A solenoid’s pull-in force is much higher than its holding force. Once the plunger is seated, the current can be reduced to 30–50 % using PWM, saving power and reducing heat:

/* Pull-in at 100 % duty, then reduce to hold */
void solenoid_activate(void) {
    /* Full power for pull-in (50–100 ms) */
    __HAL_TIM_SET_COMPARE(&htim_sol, TIM_CHANNEL_1, htim_sol.Init.Period);
    HAL_Delay(100);

    /* Reduce to 40 % duty for hold */
    __HAL_TIM_SET_COMPARE(&htim_sol, TIM_CHANNEL_1,
        (40 * htim_sol.Init.Period) / 100);
}

For a 24 V, 0.83 A solenoid, hold current at 40 % duty is ~0.33 A. Power drops from 20 W to ~3.2 W — the difference between needing a heatsink and not.

Tips#

  • Always include a flyback diode, even during prototyping. A single turn-off event without protection can destroy a MOSFET. The diode costs less than any other component in the circuit.
  • Size the MOSFET for stall/pull-in current, not hold current. Pull-in current can be 2–3× the steady-state value as the coil inductance is lower with the plunger extended.
  • Use a separate power supply rail for solenoids, isolated from the MCU’s logic supply. Solenoid switching transients (even with flyback protection) inject noise into the power rail.
  • For high-speed cycling applications (> 10 Hz), use a Zener + diode flyback circuit to minimize release time. The slow decay with a plain flyback diode limits the maximum cycling rate.

Caveats#

  • A 1N4007 (standard recovery diode) works as a flyback diode but its slow reverse recovery (30 µs) allows reverse current to flow briefly when the MOSFET turns on, creating a current spike. Schottky diodes have no reverse recovery delay.
  • Solenoids have a maximum duty cycle rating (often 25–50 % for intermittent-duty types). Exceeding this rating overheats the coil. Continuous-duty solenoids are available but larger and more expensive for the same force.
  • The inductance of a solenoid changes significantly with plunger position — fully retracted (plunger in) has 2–5× higher inductance than fully extended. This means the stored energy ½LI² varies with position, affecting the flyback spike magnitude.
  • Driving a solenoid with PWM for hold-current reduction requires the PWM frequency to be above audible range (> 20 kHz) to avoid buzz. The solenoid coil acts as a speaker at audible frequencies.

In Practice#

  • MOSFET fails after a few hundred solenoid cycles. The flyback diode is missing, oriented backwards, or has a broken solder joint. Each cycle produces a voltage spike that degrades the MOSFET. The failure is cumulative — the FET may survive hundreds of spikes before the gate oxide breaks down. Checking for the flyback diode with an oscilloscope (measure drain voltage at turn-off) reveals the spike.

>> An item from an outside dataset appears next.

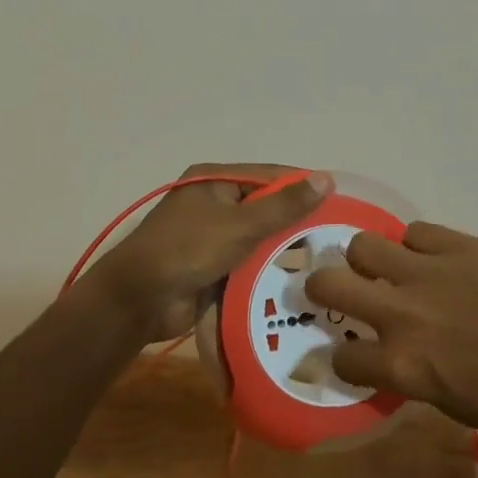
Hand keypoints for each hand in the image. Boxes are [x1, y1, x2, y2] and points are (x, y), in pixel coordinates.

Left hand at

  • Solenoid buzzes audibly during hold. PWM hold-current reduction is running at an audible frequency (1–10 kHz). The coil’s magnetic force oscillates at the PWM rate, vibrating the plunger. Increasing the PWM frequency to 25–40 kHz moves the buzz above hearing. If the plunger still rattles mechanically, increasing hold current slightly provides more clamping force.

  • Solenoid activates on power-up before firmware initializes. The MOSFET gate floats high during the MCU’s startup sequence, turning on the solenoid briefly. A 10 kΩ pull-down resistor from gate to source ensures the FET stays off until firmware drives the GPIO.

  • Solenoid plunger releases slowly, causing mechanical timing issues. The flyback diode allows the coil current to decay gradually (τ = L/R). For a 50 mH coil with 15 Ω resistance, τ ≈ 3.3 ms — the plunger release may take 10–15 ms. Adding a Zener in series with the flyback diode increases the decay voltage and reduces the time constant to ~1 ms.